Only a number is wanted: how many lines in the records below contain "Западная"?

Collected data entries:
======

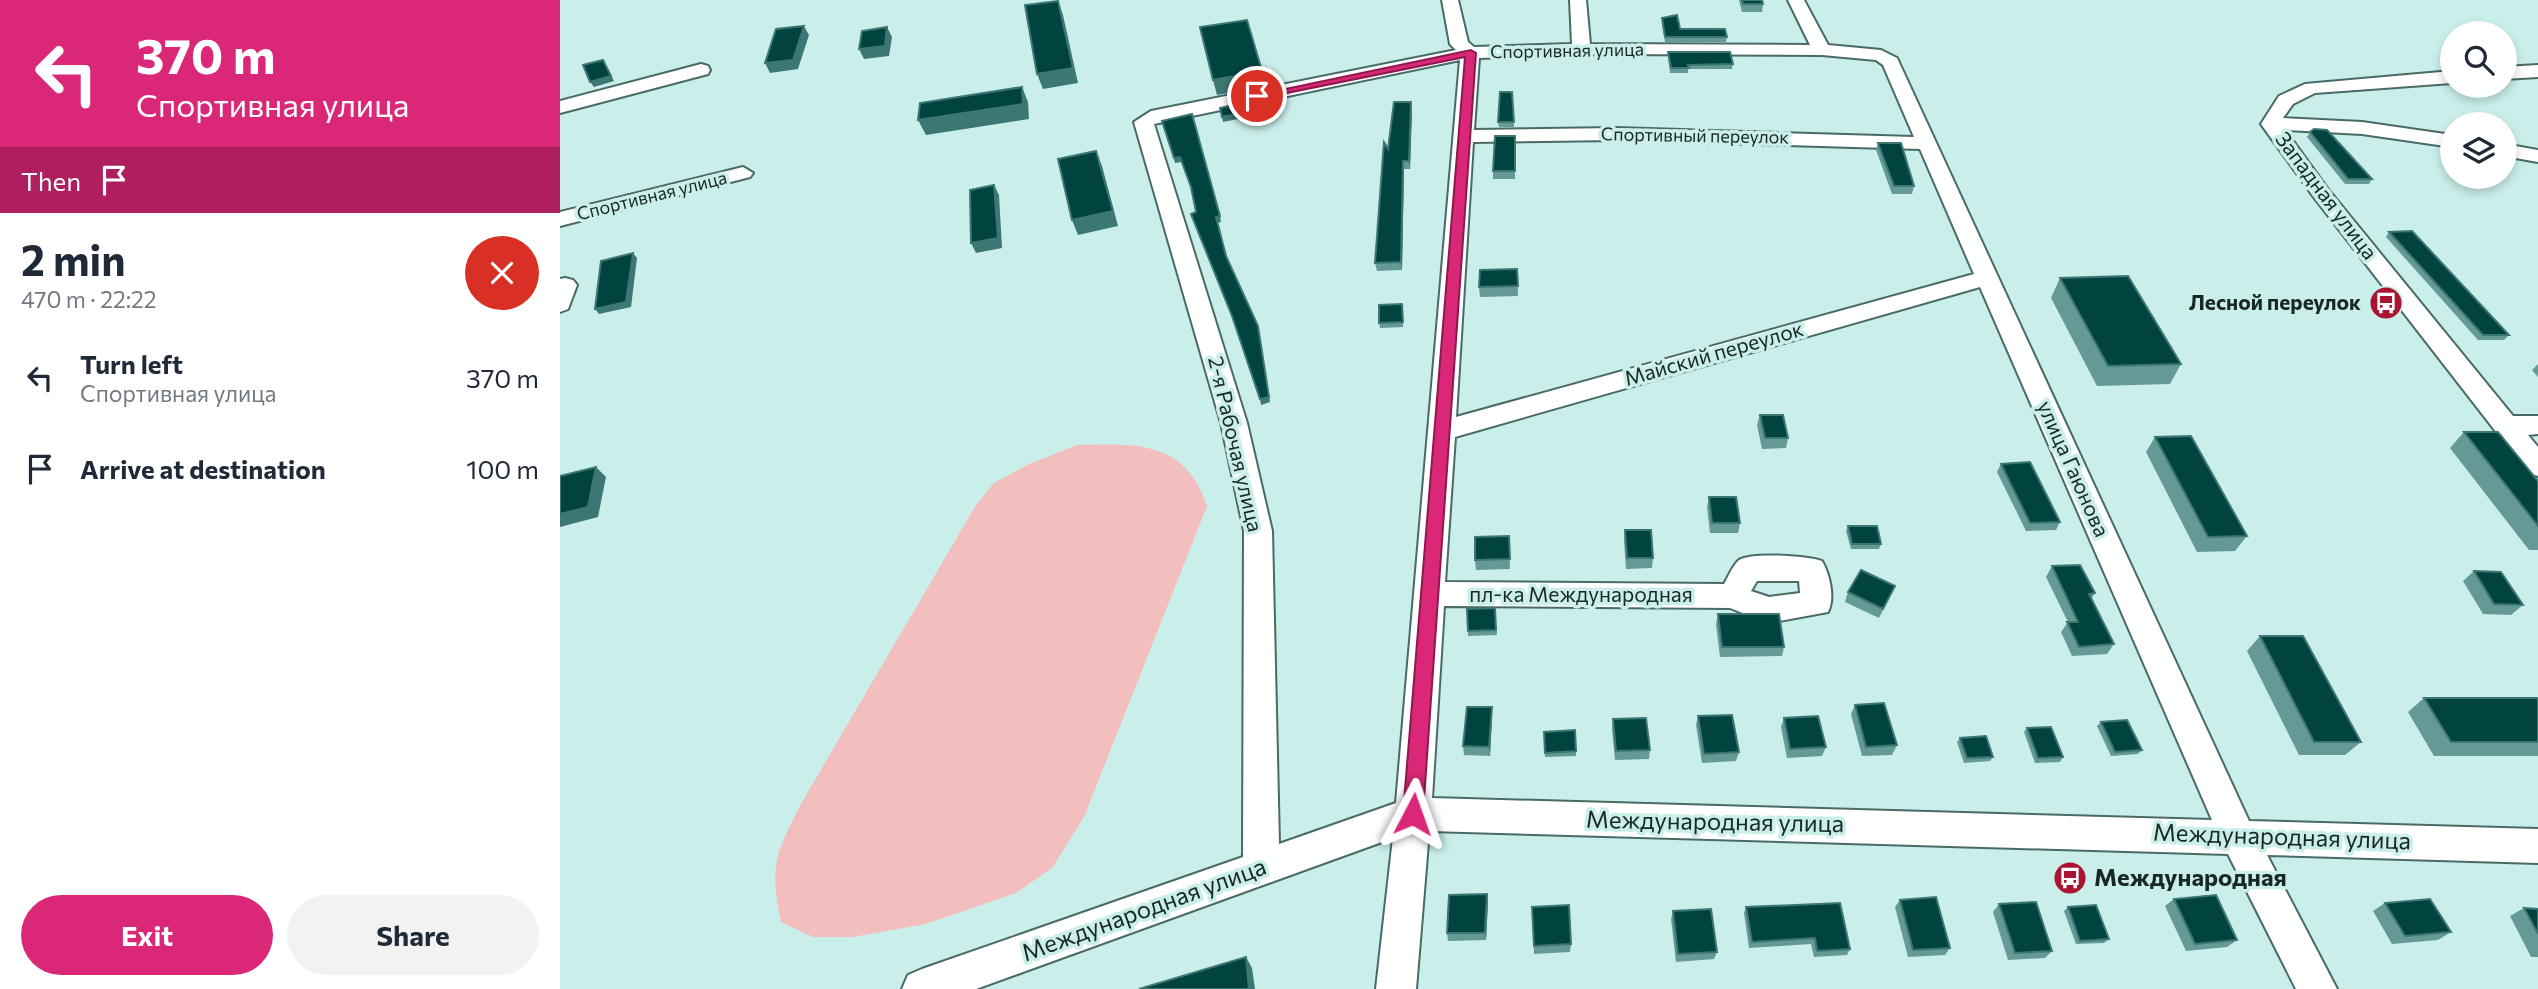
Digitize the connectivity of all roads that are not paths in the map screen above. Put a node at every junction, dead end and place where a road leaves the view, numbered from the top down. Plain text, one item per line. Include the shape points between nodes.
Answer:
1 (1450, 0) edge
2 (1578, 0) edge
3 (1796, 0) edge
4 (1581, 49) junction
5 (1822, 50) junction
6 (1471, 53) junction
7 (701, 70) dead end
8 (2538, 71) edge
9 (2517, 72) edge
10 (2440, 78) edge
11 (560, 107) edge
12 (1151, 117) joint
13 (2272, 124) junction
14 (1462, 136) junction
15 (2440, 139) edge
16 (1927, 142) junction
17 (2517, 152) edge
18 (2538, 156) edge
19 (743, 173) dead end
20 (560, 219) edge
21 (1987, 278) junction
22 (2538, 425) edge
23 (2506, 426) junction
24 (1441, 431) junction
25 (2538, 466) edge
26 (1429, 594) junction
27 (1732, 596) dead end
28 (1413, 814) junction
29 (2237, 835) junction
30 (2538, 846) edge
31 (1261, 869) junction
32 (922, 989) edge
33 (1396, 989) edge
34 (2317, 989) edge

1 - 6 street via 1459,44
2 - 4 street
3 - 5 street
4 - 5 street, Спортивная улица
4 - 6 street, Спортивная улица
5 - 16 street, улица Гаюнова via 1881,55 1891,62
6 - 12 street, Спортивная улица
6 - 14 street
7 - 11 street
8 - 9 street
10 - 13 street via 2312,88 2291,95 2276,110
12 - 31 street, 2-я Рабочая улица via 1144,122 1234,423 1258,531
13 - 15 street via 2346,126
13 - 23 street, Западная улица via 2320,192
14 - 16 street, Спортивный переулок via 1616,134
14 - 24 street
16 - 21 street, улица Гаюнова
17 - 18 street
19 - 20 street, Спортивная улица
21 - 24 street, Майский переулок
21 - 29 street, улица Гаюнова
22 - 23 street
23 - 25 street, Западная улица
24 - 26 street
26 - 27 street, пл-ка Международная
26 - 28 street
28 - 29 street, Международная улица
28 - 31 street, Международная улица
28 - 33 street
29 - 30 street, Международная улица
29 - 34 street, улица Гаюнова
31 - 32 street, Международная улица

======

WRITTEN RESPONSE: 2